[DIRECTIONS] Only the lines from the one with "Trace the roads" to the end of the data below should be returned, each exactly as it stands.

(Collected data entries)
▬▬▬▬▬▬▬▬▬▬

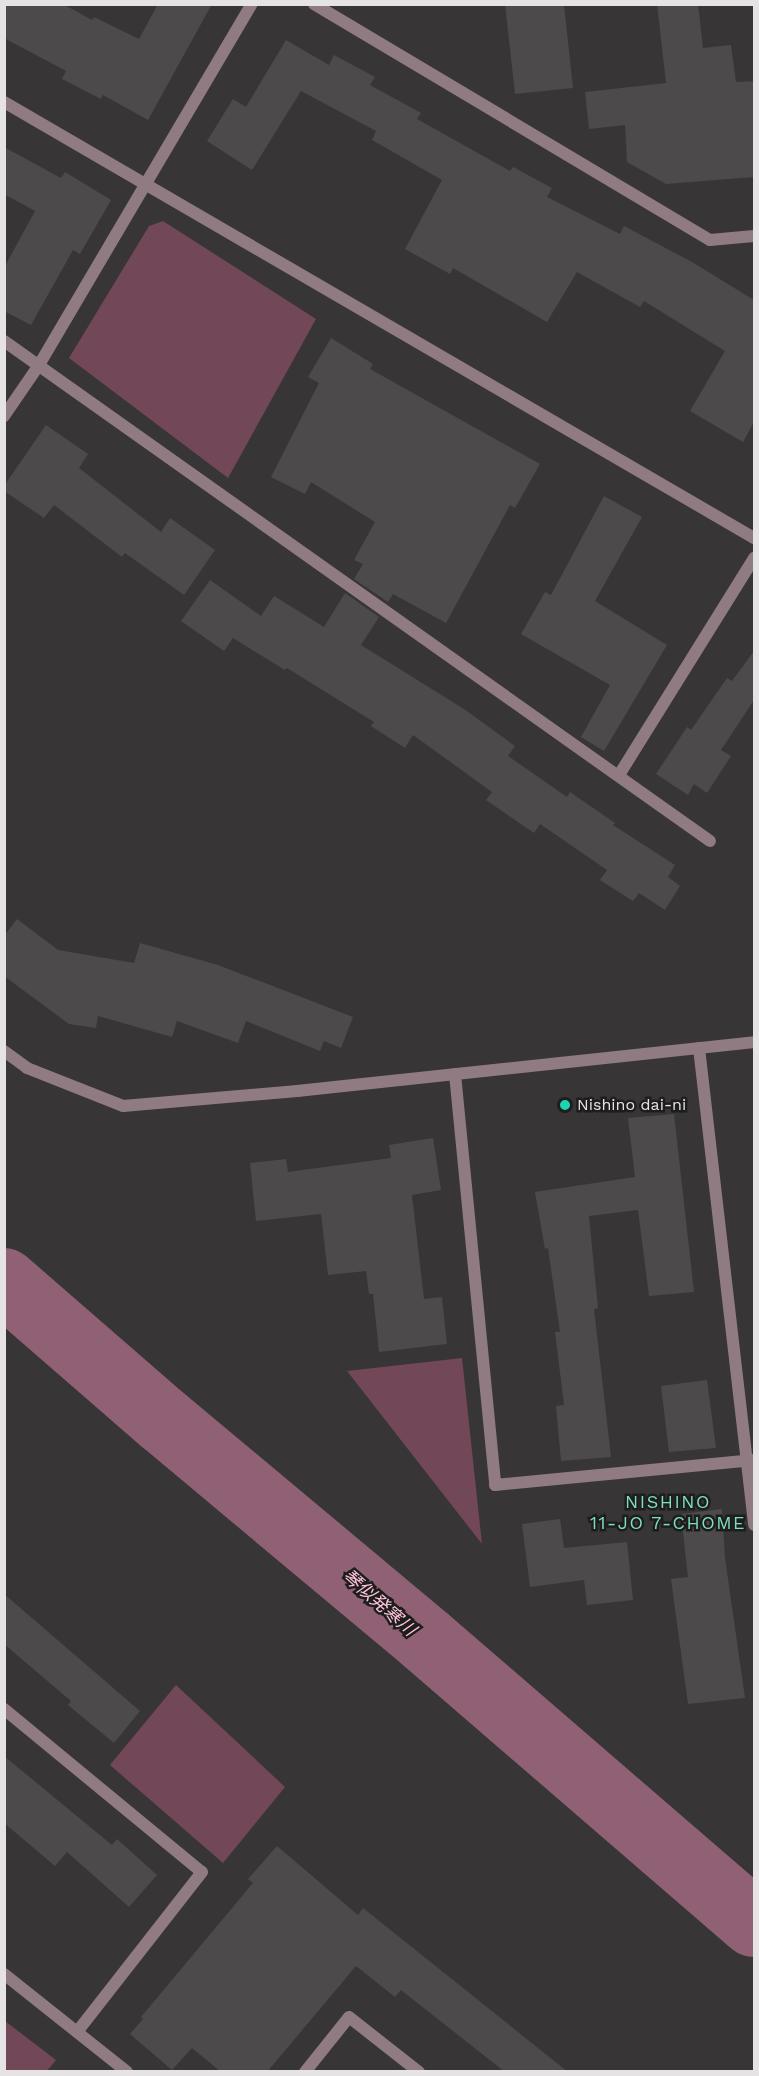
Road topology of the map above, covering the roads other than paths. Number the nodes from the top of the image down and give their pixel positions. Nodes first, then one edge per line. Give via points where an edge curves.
1 (252, 4) edge
2 (314, 4) edge
3 (4, 102) edge
4 (146, 182) junction
5 (754, 236) edge
6 (4, 340) edge
7 (39, 365) junction
8 (4, 416) edge
9 (754, 538) edge
10 (754, 558) edge
11 (619, 775) junction
12 (710, 841) dead end
13 (754, 1042) edge
14 (699, 1048) junction
15 (4, 1051) edge
16 (454, 1074) junction
17 (751, 1460) edge
18 (754, 1525) edge
19 (4, 1710) edge
20 (4, 1974) edge
21 (77, 2032) junction
22 (127, 2072) edge
23 (305, 2072) edge
24 (419, 2072) edge

1 - 4 street
2 - 5 street via 710,240
3 - 4 street
4 - 7 street
4 - 9 street
6 - 7 street
7 - 8 street
7 - 11 street
10 - 11 street
11 - 12 street
13 - 14 street
14 - 16 street
14 - 17 street
15 - 16 street via 27,1068 123,1106
16 - 17 street via 495,1485
17 - 18 street
19 - 21 street via 202,1872
20 - 21 street
21 - 22 street
23 - 24 street via 349,2017

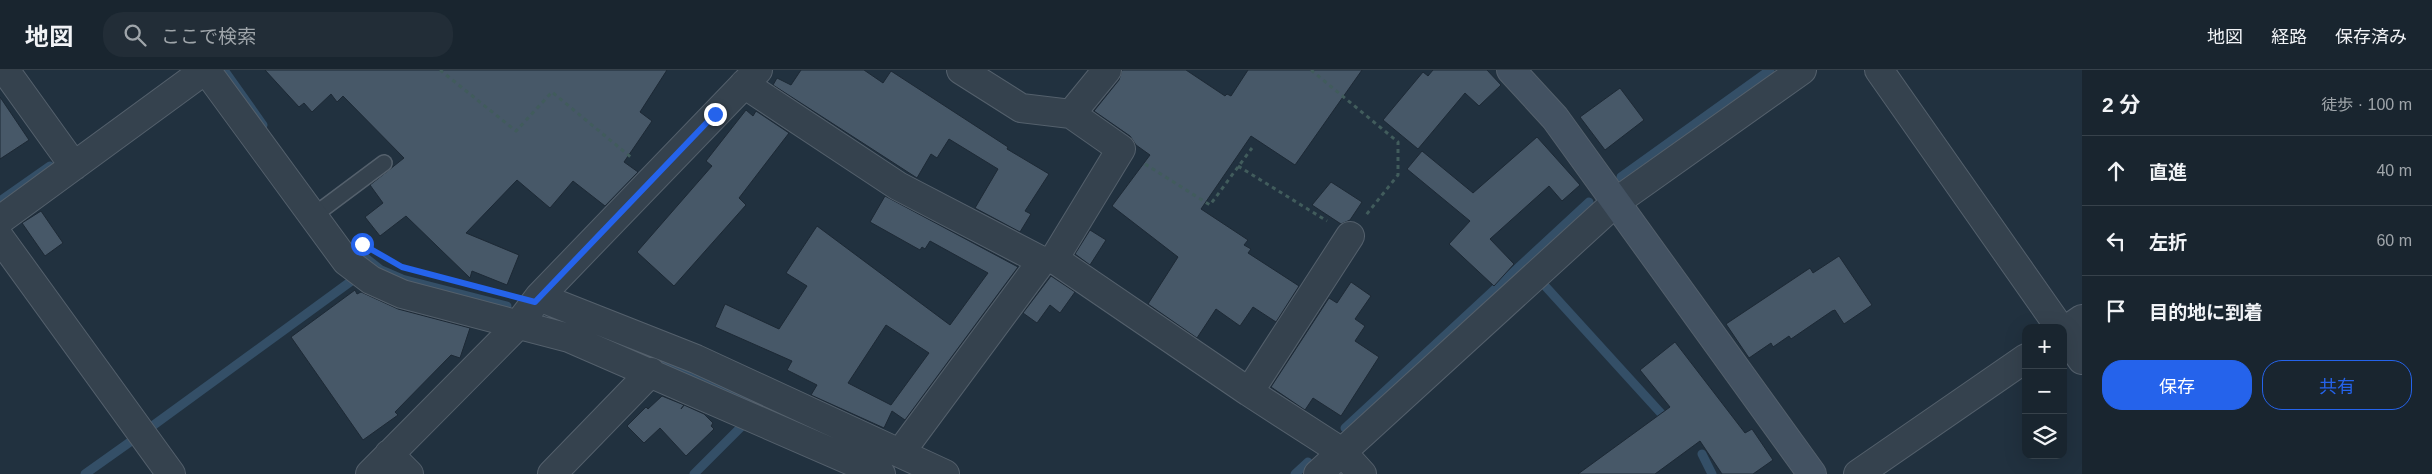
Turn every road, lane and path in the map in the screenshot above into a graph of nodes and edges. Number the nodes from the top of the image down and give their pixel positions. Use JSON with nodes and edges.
{"nodes":[{"id":1,"x":5,"y":70,"type":"edge"},
{"id":2,"x":206,"y":70,"type":"edge"},
{"id":3,"x":440,"y":70,"type":"edge"},
{"id":4,"x":960,"y":70,"type":"edge"},
{"id":5,"x":1107,"y":70,"type":"edge"},
{"id":6,"x":1311,"y":70,"type":"edge"},
{"id":7,"x":1511,"y":70,"type":"edge"},
{"id":8,"x":1802,"y":70,"type":"edge"},
{"id":9,"x":1878,"y":70,"type":"edge"},
{"id":10,"x":751,"y":77,"type":"edge"},
{"id":11,"x":1071,"y":114,"type":"junction"},
{"id":12,"x":1252,"y":148,"type":"dead end"},
{"id":13,"x":1121,"y":149,"type":"junction"},
{"id":14,"x":384,"y":162,"type":"dead end"},
{"id":15,"x":74,"y":166,"type":"junction"},
{"id":16,"x":1238,"y":166,"type":"junction"},
{"id":17,"x":654,"y":177,"type":"junction"},
{"id":18,"x":1616,"y":202,"type":"junction"},
{"id":19,"x":314,"y":216,"type":"junction"},
{"id":20,"x":0,"y":220,"type":"edge"},
{"id":21,"x":1350,"y":236,"type":"junction"},
{"id":22,"x":0,"y":238,"type":"edge"},
{"id":23,"x":1048,"y":260,"type":"junction"},
{"id":24,"x":539,"y":297,"type":"junction"},
{"id":25,"x":2082,"y":320,"type":"edge"},
{"id":26,"x":2057,"y":324,"type":"edge"},
{"id":27,"x":517,"y":326,"type":"junction"},
{"id":28,"x":2067,"y":330,"type":"edge"},
{"id":29,"x":2067,"y":339,"type":"edge"},
{"id":30,"x":2082,"y":360,"type":"edge"},
{"id":31,"x":2022,"y":361,"type":"edge"},
{"id":32,"x":651,"y":372,"type":"junction"},
{"id":33,"x":1249,"y":392,"type":"junction"},
{"id":34,"x":1342,"y":452,"type":"junction"},
{"id":35,"x":389,"y":454,"type":"junction"},
{"id":36,"x":882,"y":459,"type":"edge"},
{"id":37,"x":837,"y":466,"type":"edge"},
{"id":38,"x":171,"y":474,"type":"edge"},
{"id":39,"x":370,"y":474,"type":"edge"},
{"id":40,"x":410,"y":474,"type":"edge"},
{"id":41,"x":552,"y":474,"type":"edge"},
{"id":42,"x":945,"y":474,"type":"edge"},
{"id":43,"x":1318,"y":474,"type":"edge"},
{"id":44,"x":1362,"y":474,"type":"edge"},
{"id":45,"x":1812,"y":474,"type":"edge"},
{"id":46,"x":1858,"y":474,"type":"edge"}],
"edges":[{"from":1,"to":15,"type":"street"},
{"from":2,"to":15,"type":"street"},
{"from":2,"to":19,"type":"street"},
{"from":3,"to":17,"type":"path"},
{"from":4,"to":11,"type":"street"},
{"from":5,"to":11,"type":"street"},
{"from":6,"to":21,"type":"path"},
{"from":7,"to":18,"type":"street"},
{"from":8,"to":18,"type":"street"},
{"from":9,"to":26,"type":"street"},
{"from":10,"to":17,"type":"street"},
{"from":10,"to":23,"type":"street"},
{"from":11,"to":13,"type":"street"},
{"from":12,"to":16,"type":"path"},
{"from":13,"to":16,"type":"path"},
{"from":13,"to":23,"type":"street"},
{"from":14,"to":19,"type":"lane"},
{"from":15,"to":20,"type":"street"},
{"from":16,"to":21,"type":"path"},
{"from":17,"to":24,"type":"street"},
{"from":18,"to":34,"type":"street"},
{"from":18,"to":45,"type":"street"},
{"from":19,"to":27,"type":"street"},
{"from":21,"to":33,"type":"street"},
{"from":22,"to":38,"type":"street"},
{"from":23,"to":33,"type":"street"},
{"from":23,"to":36,"type":"street"},
{"from":24,"to":27,"type":"street"},
{"from":24,"to":36,"type":"street"},
{"from":25,"to":28,"type":"street"},
{"from":27,"to":32,"type":"street"},
{"from":27,"to":35,"type":"street"},
{"from":29,"to":30,"type":"street"},
{"from":31,"to":46,"type":"street"},
{"from":32,"to":37,"type":"street"},
{"from":32,"to":41,"type":"street"},
{"from":33,"to":34,"type":"street"},
{"from":34,"to":43,"type":"street"},
{"from":34,"to":44,"type":"street"},
{"from":35,"to":39,"type":"street"},
{"from":35,"to":40,"type":"street"},
{"from":36,"to":37,"type":"street"},
{"from":36,"to":42,"type":"street"}]}
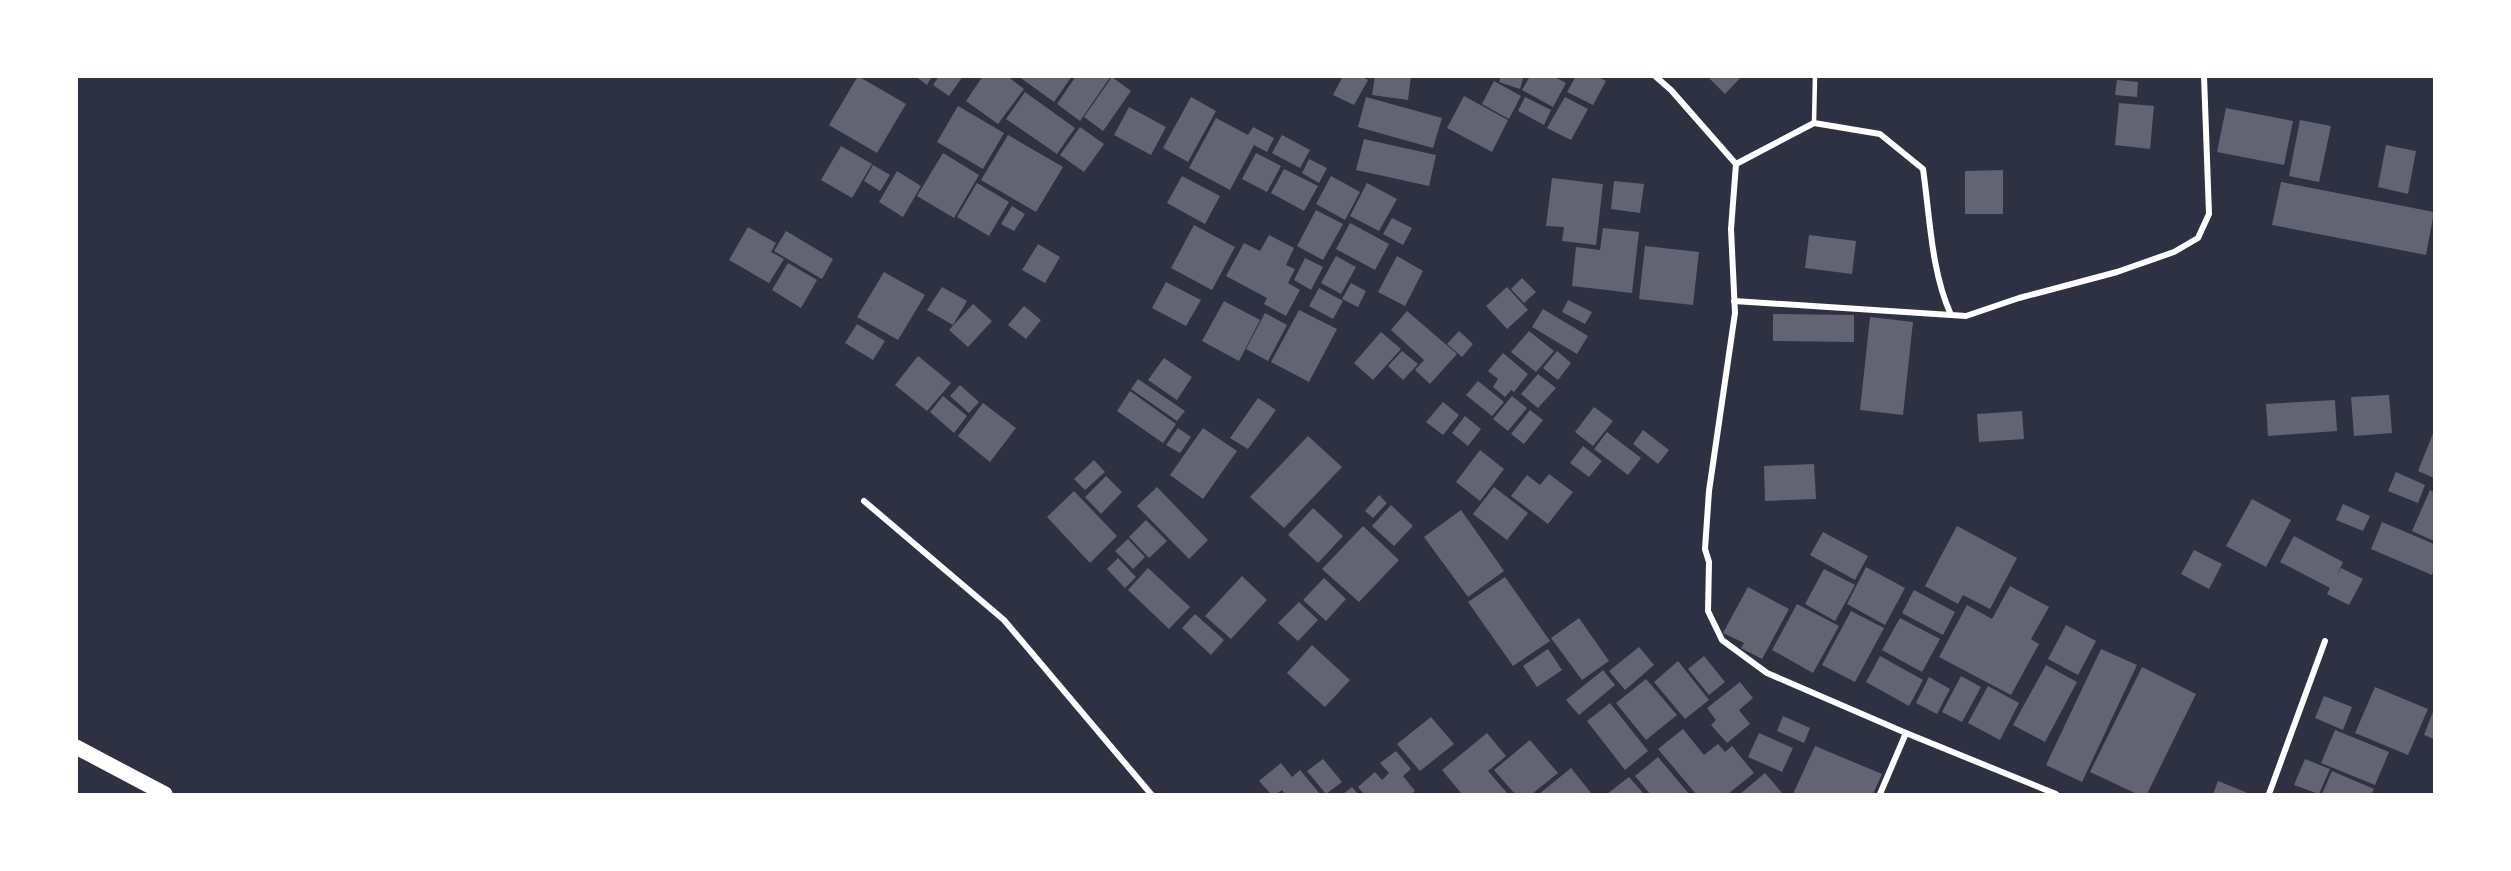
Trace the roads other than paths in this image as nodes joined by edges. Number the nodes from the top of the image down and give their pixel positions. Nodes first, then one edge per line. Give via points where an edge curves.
1 (1655, 76) edge
2 (1815, 76) edge
3 (2204, 76) edge
4 (1814, 123) junction
5 (1736, 164) junction
6 (1734, 301) junction
7 (1951, 315) junction
8 (864, 501) dead end
9 (2325, 641) dead end
10 (1906, 734) junction
11 (76, 747) edge
12 (165, 795) edge
13 (1151, 795) edge
14 (1880, 795) edge
15 (2056, 795) edge
16 (2269, 795) edge

1 - 5 street
2 - 4 lane
3 - 7 street via 2209,214 2198,238 2175,252 2117,272 1966,316
4 - 5 street
4 - 7 street via 1880,134 1923,169 1936,258
5 - 6 street via 1731,229
6 - 7 street
6 - 10 street via 1709,491 1708,611 1722,640 1767,672
8 - 13 street via 1004,620
9 - 16 street
10 - 14 street
10 - 15 street
11 - 12 main road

▬▬▬▬▬▬▬▬▬▬

[WRITTEN REPLY]
Trace the roads other than paths in this image as nodes joined by edges. Number the nodes from the top of the image down and give their pixel positions. Nodes first, then one edge per line. Give via points where an edge curves.
1 (1655, 76) edge
2 (1815, 76) edge
3 (2204, 76) edge
4 (1814, 123) junction
5 (1736, 164) junction
6 (1734, 301) junction
7 (1951, 315) junction
8 (864, 501) dead end
9 (2325, 641) dead end
10 (1906, 734) junction
11 (76, 747) edge
12 (165, 795) edge
13 (1151, 795) edge
14 (1880, 795) edge
15 (2056, 795) edge
16 (2269, 795) edge

1 - 5 street
2 - 4 lane
3 - 7 street via 2209,214 2198,238 2175,252 2117,272 1966,316
4 - 5 street
4 - 7 street via 1880,134 1923,169 1936,258
5 - 6 street via 1731,229
6 - 7 street
6 - 10 street via 1709,491 1708,611 1722,640 1767,672
8 - 13 street via 1004,620
9 - 16 street
10 - 14 street
10 - 15 street
11 - 12 main road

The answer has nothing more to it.